Images with pose keypoints:
- - -
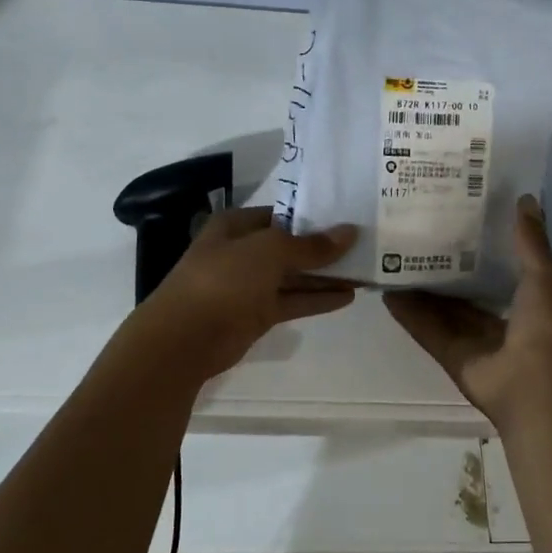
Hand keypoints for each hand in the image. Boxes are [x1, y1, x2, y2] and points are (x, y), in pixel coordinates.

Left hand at [123, 207, 359, 383]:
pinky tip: (348, 296)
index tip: (350, 216)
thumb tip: (349, 232)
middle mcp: (242, 251)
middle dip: (325, 247)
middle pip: (291, 245)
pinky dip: (317, 298)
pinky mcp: (256, 314)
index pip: (283, 213)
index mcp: (237, 225)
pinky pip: (292, 300)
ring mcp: (249, 284)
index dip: (315, 215)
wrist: (185, 339)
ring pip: (294, 275)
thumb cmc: (224, 280)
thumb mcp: (270, 252)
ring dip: (326, 274)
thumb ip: (311, 245)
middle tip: (366, 244)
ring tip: (365, 270)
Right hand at [384, 195, 551, 425]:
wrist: (535, 385)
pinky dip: (408, 313)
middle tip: (419, 233)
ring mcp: (472, 339)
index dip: (483, 245)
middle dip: (446, 265)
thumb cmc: (546, 326)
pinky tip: (387, 291)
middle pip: (466, 289)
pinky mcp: (450, 354)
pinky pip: (426, 329)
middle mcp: (499, 319)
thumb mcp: (543, 276)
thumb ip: (530, 241)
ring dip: (421, 288)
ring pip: (442, 308)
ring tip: (395, 257)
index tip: (460, 216)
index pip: (501, 268)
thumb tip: (524, 198)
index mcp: (528, 300)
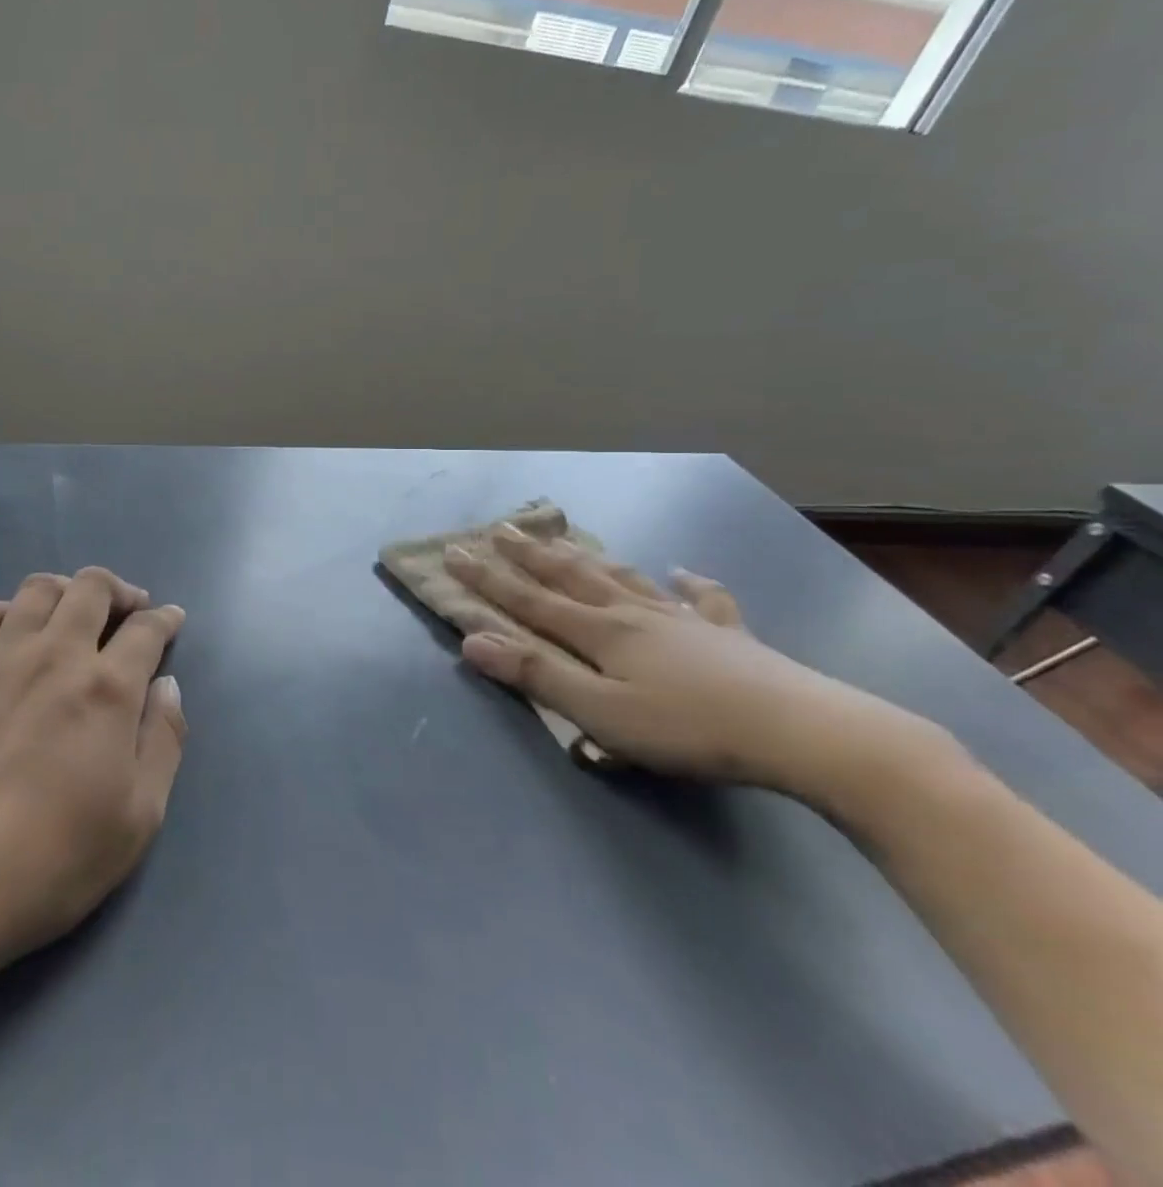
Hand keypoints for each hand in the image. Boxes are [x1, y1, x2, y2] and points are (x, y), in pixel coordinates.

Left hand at [0, 568, 187, 982]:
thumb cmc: (51, 858)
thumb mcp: (138, 817)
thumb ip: (163, 741)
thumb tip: (168, 685)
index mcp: (108, 688)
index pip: (146, 630)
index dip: (165, 619)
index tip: (172, 619)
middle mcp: (56, 655)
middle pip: (92, 587)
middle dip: (119, 590)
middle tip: (129, 609)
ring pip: (39, 589)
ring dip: (67, 589)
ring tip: (74, 610)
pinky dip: (6, 609)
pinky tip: (12, 630)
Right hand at [444, 527, 951, 801]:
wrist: (805, 733)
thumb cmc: (690, 728)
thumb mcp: (601, 712)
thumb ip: (537, 675)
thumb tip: (472, 640)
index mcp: (602, 632)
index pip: (529, 600)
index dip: (488, 579)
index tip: (454, 552)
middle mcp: (635, 614)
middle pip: (572, 577)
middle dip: (531, 555)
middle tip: (502, 528)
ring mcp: (684, 621)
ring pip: (625, 578)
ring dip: (590, 558)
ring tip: (567, 538)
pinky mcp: (729, 636)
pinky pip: (703, 600)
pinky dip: (689, 583)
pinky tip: (683, 571)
- - -
With pictures omitted, reproduce exactly the lines from the line containing "index pip: (501, 268)" through the end of the data above.

index pip: (501, 268)
thumb tip: (524, 198)
index mcp: (528, 300)
Hand keypoints for each hand in the image. Boxes are [x1, y1, x2, y2] and points are (x, y), in pixel coordinates.

Left hand at [0, 568, 187, 982]:
thumb cmc: (51, 858)
thumb mcp: (138, 817)
thumb ip: (163, 741)
thumb tip: (168, 685)
index mcp: (108, 688)
index pip: (146, 630)
index dip: (165, 619)
index tip: (172, 619)
middle mcp: (56, 655)
middle pip: (92, 587)
middle dip: (119, 590)
middle tip: (129, 609)
ring pip: (39, 589)
ring dip: (67, 589)
ring tip: (74, 610)
pinky dip: (6, 609)
pinky tip: (12, 630)
Right hand at [444, 527, 951, 801]:
wrist: (805, 733)
thumb cmc: (690, 728)
thumb mcp: (601, 712)
thumb ip: (537, 675)
thumb tip: (472, 640)
index mcp: (602, 632)
index pip: (529, 600)
index dip: (488, 579)
index tip: (454, 552)
middle mcp: (635, 614)
middle pip: (572, 577)
middle dip: (531, 555)
middle tip: (502, 528)
ring mcp: (684, 621)
ring pip: (625, 578)
ring dip: (590, 558)
ring tip: (567, 538)
pinky mcp: (729, 636)
pinky pip: (703, 600)
pinky dip: (689, 583)
pinky tip: (683, 571)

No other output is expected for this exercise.